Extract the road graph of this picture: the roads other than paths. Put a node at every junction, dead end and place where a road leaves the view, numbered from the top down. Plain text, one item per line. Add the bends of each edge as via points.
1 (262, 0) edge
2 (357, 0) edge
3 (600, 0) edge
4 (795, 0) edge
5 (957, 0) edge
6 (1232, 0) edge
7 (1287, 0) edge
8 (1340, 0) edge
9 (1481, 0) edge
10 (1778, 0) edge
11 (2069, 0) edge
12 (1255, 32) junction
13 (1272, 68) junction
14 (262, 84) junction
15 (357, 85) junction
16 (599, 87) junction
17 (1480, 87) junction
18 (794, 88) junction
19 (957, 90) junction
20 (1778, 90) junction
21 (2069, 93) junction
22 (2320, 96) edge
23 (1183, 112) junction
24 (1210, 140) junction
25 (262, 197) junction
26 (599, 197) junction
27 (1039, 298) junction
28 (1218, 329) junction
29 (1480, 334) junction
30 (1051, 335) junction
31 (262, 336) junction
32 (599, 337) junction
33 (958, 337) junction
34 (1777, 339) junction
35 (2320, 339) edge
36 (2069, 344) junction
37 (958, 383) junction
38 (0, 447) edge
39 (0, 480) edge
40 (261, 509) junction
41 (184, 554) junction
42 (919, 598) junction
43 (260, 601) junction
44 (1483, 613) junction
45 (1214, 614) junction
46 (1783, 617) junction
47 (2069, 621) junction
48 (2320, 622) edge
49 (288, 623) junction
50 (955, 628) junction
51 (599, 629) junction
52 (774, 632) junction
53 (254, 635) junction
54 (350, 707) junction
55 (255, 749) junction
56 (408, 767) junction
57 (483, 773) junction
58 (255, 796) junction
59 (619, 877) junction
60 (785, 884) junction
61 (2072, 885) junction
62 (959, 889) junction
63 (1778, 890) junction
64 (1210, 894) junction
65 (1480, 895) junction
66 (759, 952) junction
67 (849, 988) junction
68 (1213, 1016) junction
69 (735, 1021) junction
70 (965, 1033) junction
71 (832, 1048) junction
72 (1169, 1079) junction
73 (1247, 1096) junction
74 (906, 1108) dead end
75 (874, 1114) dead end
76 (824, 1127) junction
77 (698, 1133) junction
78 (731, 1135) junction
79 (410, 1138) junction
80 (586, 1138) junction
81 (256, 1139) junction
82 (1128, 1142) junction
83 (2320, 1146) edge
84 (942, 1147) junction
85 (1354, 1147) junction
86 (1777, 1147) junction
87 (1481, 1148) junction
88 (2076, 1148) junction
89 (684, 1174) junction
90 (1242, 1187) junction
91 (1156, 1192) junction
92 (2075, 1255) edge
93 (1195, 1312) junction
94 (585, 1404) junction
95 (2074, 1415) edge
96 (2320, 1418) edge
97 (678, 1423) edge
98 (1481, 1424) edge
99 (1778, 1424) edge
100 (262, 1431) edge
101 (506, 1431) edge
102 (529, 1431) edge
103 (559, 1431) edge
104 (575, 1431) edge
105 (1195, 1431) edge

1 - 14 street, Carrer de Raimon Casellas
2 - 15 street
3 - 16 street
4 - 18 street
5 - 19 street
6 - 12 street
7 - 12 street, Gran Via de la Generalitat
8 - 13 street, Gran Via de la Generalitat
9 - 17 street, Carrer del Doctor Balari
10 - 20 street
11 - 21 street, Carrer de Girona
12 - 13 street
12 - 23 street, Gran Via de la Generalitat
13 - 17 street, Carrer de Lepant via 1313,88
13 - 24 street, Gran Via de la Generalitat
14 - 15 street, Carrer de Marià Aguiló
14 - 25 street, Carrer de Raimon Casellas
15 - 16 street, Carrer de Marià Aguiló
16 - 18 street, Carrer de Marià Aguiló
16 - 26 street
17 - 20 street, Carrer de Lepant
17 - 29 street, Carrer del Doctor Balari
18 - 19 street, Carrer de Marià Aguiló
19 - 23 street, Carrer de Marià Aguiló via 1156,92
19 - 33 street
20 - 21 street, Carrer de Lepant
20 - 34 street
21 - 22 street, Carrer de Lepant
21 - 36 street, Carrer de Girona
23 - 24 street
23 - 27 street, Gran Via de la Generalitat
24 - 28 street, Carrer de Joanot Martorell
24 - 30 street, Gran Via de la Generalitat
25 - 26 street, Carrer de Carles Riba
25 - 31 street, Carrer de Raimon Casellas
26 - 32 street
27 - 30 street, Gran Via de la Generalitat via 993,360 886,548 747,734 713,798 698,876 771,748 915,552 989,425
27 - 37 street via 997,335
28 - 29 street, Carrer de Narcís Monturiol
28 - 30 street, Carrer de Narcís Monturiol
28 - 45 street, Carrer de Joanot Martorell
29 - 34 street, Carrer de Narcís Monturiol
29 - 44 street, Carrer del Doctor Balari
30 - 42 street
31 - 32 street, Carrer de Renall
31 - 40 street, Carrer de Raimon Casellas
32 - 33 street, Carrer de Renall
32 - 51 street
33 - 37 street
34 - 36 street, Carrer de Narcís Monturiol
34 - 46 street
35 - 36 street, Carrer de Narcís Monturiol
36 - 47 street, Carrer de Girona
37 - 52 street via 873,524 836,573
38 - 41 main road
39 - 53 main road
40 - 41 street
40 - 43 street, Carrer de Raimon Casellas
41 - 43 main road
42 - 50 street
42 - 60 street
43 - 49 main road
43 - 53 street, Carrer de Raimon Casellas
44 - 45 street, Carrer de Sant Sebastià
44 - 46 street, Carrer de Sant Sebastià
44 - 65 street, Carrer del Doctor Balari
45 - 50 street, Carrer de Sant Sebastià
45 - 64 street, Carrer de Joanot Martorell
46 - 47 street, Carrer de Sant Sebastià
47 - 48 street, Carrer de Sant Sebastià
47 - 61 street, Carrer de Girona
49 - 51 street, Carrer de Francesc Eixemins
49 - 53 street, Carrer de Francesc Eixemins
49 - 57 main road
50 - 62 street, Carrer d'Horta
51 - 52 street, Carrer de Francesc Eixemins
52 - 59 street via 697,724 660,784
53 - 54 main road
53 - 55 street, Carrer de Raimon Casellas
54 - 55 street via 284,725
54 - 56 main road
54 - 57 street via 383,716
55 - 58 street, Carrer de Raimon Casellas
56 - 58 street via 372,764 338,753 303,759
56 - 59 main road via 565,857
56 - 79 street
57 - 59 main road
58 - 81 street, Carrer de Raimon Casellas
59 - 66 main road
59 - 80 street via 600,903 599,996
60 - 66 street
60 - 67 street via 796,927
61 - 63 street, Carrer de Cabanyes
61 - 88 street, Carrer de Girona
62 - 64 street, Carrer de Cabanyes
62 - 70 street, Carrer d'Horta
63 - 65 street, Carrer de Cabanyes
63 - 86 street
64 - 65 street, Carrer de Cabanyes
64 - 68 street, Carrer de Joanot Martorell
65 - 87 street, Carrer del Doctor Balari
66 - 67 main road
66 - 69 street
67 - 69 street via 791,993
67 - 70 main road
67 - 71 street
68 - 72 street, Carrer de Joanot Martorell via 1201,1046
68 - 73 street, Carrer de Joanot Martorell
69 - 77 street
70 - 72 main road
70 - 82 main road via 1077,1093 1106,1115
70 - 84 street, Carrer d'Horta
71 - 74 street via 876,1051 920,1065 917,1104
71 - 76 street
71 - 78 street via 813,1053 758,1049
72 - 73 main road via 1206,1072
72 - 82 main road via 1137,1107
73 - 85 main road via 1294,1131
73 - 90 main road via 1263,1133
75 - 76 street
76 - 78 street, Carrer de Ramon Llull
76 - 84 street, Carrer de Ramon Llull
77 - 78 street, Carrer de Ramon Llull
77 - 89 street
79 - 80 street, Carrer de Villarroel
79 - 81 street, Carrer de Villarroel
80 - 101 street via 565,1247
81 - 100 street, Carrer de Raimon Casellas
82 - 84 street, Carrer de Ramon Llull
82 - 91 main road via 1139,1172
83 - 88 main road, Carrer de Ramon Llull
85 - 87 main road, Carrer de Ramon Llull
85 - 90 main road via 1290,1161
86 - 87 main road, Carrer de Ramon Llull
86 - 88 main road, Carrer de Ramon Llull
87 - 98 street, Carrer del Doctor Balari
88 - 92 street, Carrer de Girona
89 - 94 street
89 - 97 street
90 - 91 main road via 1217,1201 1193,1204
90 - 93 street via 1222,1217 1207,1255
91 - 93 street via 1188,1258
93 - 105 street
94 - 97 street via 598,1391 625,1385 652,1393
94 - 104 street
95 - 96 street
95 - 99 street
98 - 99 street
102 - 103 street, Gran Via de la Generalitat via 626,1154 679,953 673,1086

**What the task requires**:
Your reply should hold all the lines from the listing above in which "Doctor" appears.

**Result of this exercise**:
9 - 17 street, Carrer del Doctor Balari
17 - 29 street, Carrer del Doctor Balari
29 - 44 street, Carrer del Doctor Balari
44 - 65 street, Carrer del Doctor Balari
65 - 87 street, Carrer del Doctor Balari
87 - 98 street, Carrer del Doctor Balari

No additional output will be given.